May 11, 1991| From Associated Press

CHICAGO — Thousands of people on Friday solemnly remembered American troops killed in the Persian Gulf War during a brief interlude from a festive parade honoring returning service members.

Spectators lined up 15 rows deep, waving flags, tossing confetti and cheering the war veterans marching about a mile down Michigan Avenue. Parade organizers said the event was held on behalf of veterans of all wars.

Gen. Colin L. Powell, chairman of the Joint Chiefs of Staff, served as grand marshal. He saluted the 540,000 U.S. servicemen and women sent to the Persian Gulf.

"The pride you demonstrated to us . . . was what made our victory so decisive and so overwhelming," Powell told the cheering crowd.

Louder cheers greeted a serviceman driving a Patriot missile battery down the street.
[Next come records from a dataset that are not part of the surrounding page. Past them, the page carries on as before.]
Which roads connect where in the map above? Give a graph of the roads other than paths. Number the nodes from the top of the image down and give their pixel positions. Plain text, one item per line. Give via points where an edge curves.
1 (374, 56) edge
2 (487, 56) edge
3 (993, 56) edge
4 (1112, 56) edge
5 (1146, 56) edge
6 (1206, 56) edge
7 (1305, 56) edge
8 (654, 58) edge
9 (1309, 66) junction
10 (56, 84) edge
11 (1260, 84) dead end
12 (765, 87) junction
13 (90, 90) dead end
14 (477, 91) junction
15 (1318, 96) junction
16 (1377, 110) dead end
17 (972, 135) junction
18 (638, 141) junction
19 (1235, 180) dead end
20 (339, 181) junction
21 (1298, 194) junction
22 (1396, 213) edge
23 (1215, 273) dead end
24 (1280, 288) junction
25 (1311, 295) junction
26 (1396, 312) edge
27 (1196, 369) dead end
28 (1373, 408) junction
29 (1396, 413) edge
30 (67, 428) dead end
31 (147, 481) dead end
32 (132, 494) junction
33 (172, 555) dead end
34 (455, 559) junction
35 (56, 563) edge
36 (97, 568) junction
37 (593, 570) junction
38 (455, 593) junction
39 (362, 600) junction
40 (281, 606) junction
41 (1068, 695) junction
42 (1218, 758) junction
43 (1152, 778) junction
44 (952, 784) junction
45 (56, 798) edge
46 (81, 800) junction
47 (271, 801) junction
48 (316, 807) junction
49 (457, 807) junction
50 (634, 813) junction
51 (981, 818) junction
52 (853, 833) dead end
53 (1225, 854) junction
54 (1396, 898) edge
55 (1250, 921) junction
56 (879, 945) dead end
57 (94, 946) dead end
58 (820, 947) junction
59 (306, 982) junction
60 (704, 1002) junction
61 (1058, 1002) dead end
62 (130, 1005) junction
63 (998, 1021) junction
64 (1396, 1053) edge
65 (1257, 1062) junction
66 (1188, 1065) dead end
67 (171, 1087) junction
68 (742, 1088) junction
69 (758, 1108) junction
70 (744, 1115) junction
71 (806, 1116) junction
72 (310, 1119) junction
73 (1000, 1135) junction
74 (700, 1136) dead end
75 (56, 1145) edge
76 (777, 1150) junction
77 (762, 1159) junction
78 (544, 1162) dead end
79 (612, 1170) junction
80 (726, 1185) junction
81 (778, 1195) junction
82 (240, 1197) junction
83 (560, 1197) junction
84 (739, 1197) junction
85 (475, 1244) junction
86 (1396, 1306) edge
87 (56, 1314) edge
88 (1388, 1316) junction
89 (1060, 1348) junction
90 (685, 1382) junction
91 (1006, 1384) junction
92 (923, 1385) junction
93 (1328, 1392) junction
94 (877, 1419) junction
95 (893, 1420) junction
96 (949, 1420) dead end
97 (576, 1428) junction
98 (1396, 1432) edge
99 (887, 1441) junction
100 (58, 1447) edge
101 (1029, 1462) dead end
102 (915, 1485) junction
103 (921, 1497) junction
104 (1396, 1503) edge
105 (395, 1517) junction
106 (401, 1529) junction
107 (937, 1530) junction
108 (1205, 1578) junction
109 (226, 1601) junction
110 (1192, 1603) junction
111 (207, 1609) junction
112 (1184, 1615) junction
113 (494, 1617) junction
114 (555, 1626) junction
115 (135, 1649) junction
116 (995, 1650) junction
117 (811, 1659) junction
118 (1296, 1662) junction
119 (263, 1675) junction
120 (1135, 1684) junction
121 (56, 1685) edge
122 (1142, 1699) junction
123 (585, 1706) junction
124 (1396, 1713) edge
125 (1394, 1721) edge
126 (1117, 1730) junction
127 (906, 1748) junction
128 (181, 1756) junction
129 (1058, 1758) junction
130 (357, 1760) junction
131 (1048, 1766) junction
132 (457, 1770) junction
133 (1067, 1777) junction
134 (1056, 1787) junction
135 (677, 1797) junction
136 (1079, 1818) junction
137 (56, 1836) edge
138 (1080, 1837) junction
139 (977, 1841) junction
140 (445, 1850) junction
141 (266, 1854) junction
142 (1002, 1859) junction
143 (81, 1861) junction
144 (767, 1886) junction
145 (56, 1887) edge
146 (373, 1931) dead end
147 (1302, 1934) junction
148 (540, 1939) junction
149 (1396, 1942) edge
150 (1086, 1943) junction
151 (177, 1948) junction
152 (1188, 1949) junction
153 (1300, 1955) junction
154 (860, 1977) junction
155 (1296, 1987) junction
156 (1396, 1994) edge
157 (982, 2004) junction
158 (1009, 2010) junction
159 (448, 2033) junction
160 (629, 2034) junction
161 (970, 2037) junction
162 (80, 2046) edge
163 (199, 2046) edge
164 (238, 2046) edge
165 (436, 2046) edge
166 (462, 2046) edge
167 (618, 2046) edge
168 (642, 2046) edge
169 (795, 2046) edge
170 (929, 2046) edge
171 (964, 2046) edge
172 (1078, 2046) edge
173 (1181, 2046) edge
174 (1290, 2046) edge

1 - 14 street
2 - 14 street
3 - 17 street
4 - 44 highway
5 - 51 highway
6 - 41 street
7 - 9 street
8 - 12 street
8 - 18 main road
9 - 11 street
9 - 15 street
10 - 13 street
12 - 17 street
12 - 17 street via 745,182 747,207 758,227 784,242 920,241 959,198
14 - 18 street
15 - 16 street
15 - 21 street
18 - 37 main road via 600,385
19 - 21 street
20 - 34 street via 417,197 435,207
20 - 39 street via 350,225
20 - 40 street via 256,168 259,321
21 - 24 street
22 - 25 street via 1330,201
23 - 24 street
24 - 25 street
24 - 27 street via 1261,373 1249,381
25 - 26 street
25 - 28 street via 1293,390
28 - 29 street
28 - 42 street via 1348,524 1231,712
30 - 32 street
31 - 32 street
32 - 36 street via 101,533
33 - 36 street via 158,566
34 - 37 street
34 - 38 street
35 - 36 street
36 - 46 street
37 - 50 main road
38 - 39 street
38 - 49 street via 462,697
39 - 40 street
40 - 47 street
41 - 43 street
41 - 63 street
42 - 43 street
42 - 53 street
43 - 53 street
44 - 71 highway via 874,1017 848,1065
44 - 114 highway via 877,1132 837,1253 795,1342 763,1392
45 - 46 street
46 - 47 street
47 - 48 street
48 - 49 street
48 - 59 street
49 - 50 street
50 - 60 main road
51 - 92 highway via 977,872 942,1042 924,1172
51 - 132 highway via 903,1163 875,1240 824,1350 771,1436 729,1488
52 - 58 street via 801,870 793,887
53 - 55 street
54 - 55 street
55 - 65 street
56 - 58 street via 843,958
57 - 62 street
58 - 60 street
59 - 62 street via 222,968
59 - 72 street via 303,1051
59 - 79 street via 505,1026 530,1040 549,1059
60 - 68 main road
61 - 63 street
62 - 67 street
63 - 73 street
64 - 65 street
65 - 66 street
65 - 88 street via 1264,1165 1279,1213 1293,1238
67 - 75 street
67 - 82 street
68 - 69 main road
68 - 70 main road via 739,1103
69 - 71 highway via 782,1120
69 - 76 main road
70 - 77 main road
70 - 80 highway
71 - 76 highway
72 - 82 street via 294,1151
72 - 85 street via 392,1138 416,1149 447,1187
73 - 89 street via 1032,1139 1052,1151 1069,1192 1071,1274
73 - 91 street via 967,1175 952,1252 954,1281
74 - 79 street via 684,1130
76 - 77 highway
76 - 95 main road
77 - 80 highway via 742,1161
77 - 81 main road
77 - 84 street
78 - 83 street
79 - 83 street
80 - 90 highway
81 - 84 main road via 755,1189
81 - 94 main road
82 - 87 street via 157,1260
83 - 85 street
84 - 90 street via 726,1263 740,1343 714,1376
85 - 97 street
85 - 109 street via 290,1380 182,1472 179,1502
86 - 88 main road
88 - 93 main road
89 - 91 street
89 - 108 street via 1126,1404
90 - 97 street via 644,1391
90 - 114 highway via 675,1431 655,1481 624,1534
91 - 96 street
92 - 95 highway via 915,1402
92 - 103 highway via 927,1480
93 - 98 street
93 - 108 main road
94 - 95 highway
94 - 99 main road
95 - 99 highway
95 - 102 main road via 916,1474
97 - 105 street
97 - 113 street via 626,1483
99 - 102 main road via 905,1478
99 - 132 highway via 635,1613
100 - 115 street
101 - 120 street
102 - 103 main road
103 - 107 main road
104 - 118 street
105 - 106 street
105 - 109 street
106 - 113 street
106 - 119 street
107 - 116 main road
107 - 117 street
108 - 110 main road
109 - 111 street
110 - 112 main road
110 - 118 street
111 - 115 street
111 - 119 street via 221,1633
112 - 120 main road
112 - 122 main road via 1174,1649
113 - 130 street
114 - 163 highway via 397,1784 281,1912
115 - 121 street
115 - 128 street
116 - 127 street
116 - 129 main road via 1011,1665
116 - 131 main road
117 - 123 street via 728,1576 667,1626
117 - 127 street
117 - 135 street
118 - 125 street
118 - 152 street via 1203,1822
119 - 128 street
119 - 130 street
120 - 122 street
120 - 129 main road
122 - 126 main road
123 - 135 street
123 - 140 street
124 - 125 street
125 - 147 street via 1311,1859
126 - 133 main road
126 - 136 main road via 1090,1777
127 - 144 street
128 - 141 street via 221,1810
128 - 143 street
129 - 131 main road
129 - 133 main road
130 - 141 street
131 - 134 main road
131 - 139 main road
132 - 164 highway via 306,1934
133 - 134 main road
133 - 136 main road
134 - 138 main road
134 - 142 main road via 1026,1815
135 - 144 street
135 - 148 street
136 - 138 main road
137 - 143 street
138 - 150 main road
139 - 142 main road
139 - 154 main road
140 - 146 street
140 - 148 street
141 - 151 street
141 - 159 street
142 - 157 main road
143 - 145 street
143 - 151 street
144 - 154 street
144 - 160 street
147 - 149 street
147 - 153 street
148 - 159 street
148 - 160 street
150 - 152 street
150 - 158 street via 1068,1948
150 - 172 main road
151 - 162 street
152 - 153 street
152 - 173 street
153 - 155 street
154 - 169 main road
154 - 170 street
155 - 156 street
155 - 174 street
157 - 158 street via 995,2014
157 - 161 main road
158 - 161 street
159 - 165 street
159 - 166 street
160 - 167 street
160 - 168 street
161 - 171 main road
Organizers expected 20,000 people to attend, but thousands more showed up, according to police estimates.

"It's just wonderful to see the soldiers back in their homeland, knowing that not too many lives were lost," said Melida Landor, who handed out 200 "Desert Storm" T-shirts to marching veterans. She said she paid $800 for the shirts featuring a map of the Middle East.

Veterans and high school marching bands passed the reviewing stand in front of the Chicago Art Institute. Powell was joined on stage by Illinois Gov. Jim Edgar and Chicago Mayor Richard M. Daley.

Transportation Secretary Samuel K. Skinner, Labor Secretary Lynn Martin and Veterans Affairs Secretary Edward J. Derwinski also made appearances on the grandstand during the parade.

The parade took on a solemn note when an announcer read the names of 12 Illinois servicemen who died in the Persian Gulf.

"With all the celebrating going on, we wanted to make sure we didn't forget those people," said Russell Anderson, general chairman of the parade.

About 50 anti-war demonstrators draped themselves in black clothing and stood less than one block from the reviewing stand, wearing signs to call attention to the Iraqi dead in the war.